A line counts if it contains the word "roads" at least once. State how many such lines the records contain, giving the number alone.

[DATA EXTRACT]

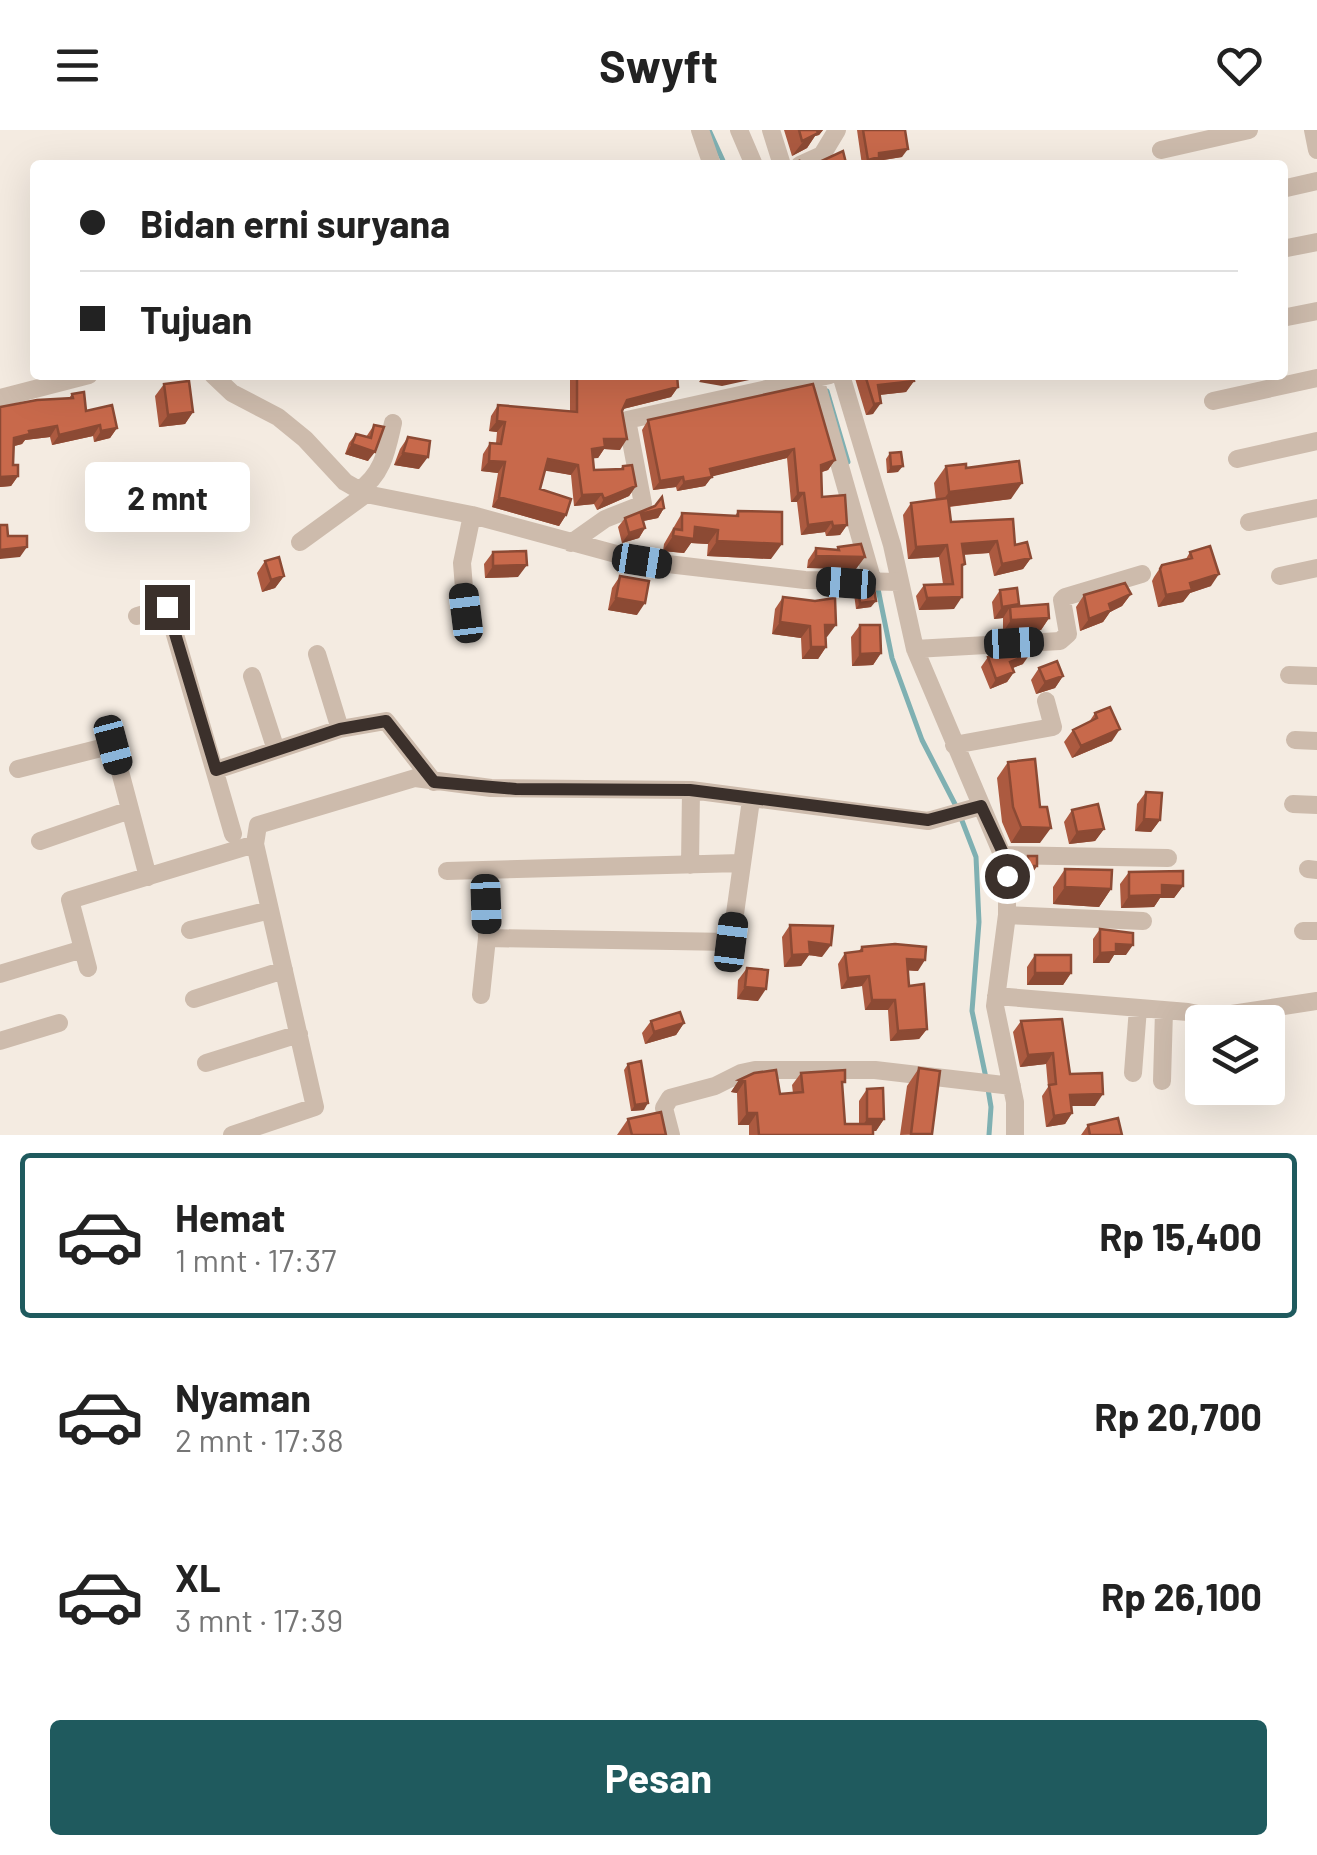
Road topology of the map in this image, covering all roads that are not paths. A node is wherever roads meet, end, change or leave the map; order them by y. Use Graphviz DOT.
graph roads {
  1 [pos="700,130"];
  2 [pos="740,130"];
  3 [pos="771,130"];
  4 [pos="836,130"];
  5 [pos="1249,130"];
  6 [pos="1313,130"];
  7 [pos="1161,150"];
  8 [pos="1317,150"];
  9 [pos="710,160"];
  10 [pos="752,160"];
  11 [pos="780,160"];
  12 [pos="811,160"];
  13 [pos="1317,181"];
  14 [pos="1288,187"];
  15 [pos="1317,242"];
  16 [pos="1288,248"];
  17 [pos="1317,310"];
  18 [pos="1288,317"];
  19 [pos="1317,378"];
  20 [pos="70,380"];
  21 [pos="218,380"];
  22 [pos="807,380"];
  23 [pos="821,380"];
  24 [pos="842,380"];
  25 [pos="0,398"];
  26 [pos="1213,401"];
  27 [pos="393,423"];
  28 [pos="1317,442"];
  29 [pos="1237,459"];
  30 [pos="362,493"];
  31 [pos="1317,508"];
  32 [pos="472,514"];
  33 [pos="1250,522"];
  34 [pos="300,542"];
  35 [pos="571,543"];
  36 [pos="1317,568"];
  37 [pos="1142,574"];
  38 [pos="1280,576"];
  39 [pos="884,582"];
  40 [pos="466,613"];
  41 [pos="137,616"];
  42 [pos="914,649"];
  43 [pos="317,654"];
  44 [pos="1289,675"];
  45 [pos="252,676"];
  46 [pos="1317,676"];
  47 [pos="1046,701"];
  48 [pos="340,729"];
  49 [pos="1295,740"];
  50 [pos="1317,741"];
  51 [pos="954,745"];
  52 [pos="276,750"];
  53 [pos="18,769"];
  54 [pos="216,770"];
  55 [pos="434,782"];
  56 [pos="690,790"];
  57 [pos="751,800"];
  58 [pos="1292,804"];
  59 [pos="981,806"];
  60 [pos="1317,806"];
  61 [pos="130,810"];
  62 [pos="234,834"];
  63 [pos="40,841"];
  64 [pos="255,844"];
  65 [pos="1004,855"];
  66 [pos="1168,858"];
  67 [pos="740,863"];
  68 [pos="690,865"];
  69 [pos="484,870"];
  70 [pos="447,872"];
  71 [pos="148,877"];
  72 [pos="270,910"];
  73 [pos="1007,915"];
  74 [pos="1143,921"];
  75 [pos="190,930"];
  76 [pos="487,938"];
  77 [pos="83,948"];
  78 [pos="88,968"];
  79 [pos="284,970"];
  80 [pos="0,974"];
  81 [pos="481,996"];
  82 [pos="996,996"];
  83 [pos="194,999"];
  84 [pos="1317,1001"];
  85 [pos="1138,1008"];
  86 [pos="1164,1010"];
  87 [pos="59,1023"];
  88 [pos="298,1034"];
  89 [pos="0,1041"];
  90 [pos="206,1063"];
  91 [pos="1132,1073"];
  92 [pos="1162,1081"];
  93 [pos="1006,1086"];
  94 [pos="232,1135"];
  95 [pos="671,1135"];
  96 [pos="1015,1135"];
  1 -- 9 [label="street"];
  2 -- 10 [label="street"];
  3 -- 11 [label="street"];
  4 -- 12 [label="street"];
  5 -- 7 [label="street"];
  6 -- 8 [label="street"];
  13 -- 14 [label="street"];
  15 -- 16 [label="street"];
  17 -- 18 [label="street"];
  19 -- 26 [label="street"];
  20 -- 25 [label="street"];
  21 -- 30 [label="street"];
  22 -- 35 [label="street"];
  23 -- 39 [label="street"];
  24 -- 39 [label="street"];
  27 -- 30 [label="street"];
  28 -- 29 [label="street"];
  30 -- 32 [label="street"];
  30 -- 34 [label="street"];
  31 -- 33 [label="street"];
  32 -- 35 [label="street"];
  32 -- 40 [label="street"];
  35 -- 39 [label="street"];
  36 -- 38 [label="street"];
  37 -- 42 [label="street"];
  39 -- 42 [label="street"];
  41 -- 54 [label="street"];
  42 -- 51 [label="street"];
  43 -- 48 [label="street"];
  44 -- 46 [label="street"];
  45 -- 52 [label="street"];
  47 -- 51 [label="street"];
  48 -- 52 [label="street"];
  48 -- 55 [label="street"];
  49 -- 50 [label="street"];
  51 -- 59 [label="street"];
  52 -- 54 [label="street"];
  53 -- 61 [label="street"];
  54 -- 62 [label="street"];
  55 -- 56 [label="street"];
  55 -- 64 [label="street"];
  56 -- 57 [label="street"];
  56 -- 68 [label="street"];
  57 -- 59 [label="street"];
  57 -- 67 [label="street"];
  58 -- 60 [label="street"];
  59 -- 65 [label="street"];
  61 -- 63 [label="street"];
  61 -- 71 [label="street"];
  64 -- 71 [label="street"];
  64 -- 72 [label="street"];
  65 -- 66 [label="street"];
  65 -- 73 [label="street"];
  67 -- 68 [label="street"];
  67 -- 76 [label="street"];
  68 -- 69 [label="street"];
  69 -- 70 [label="street"];
  69 -- 76 [label="street"];
  71 -- 77 [label="street"];
  72 -- 75 [label="street"];
  72 -- 79 [label="street"];
  73 -- 74 [label="street"];
  73 -- 82 [label="street"];
  76 -- 81 [label="street"];
  77 -- 78 [label="street"];
  77 -- 80 [label="street"];
  79 -- 83 [label="street"];
  79 -- 88 [label="street"];
  82 -- 85 [label="street"];
  82 -- 93 [label="street"];
  84 -- 86 [label="street"];
  85 -- 86 [label="street"];
  85 -- 91 [label="street"];
  86 -- 92 [label="street"];
  87 -- 89 [label="street"];
  88 -- 90 [label="street"];
  88 -- 94 [label="street"];
  93 -- 95 [label="street"];
  93 -- 96 [label="street"];
}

[/DATA EXTRACT]

RESPONSE BELOW → 2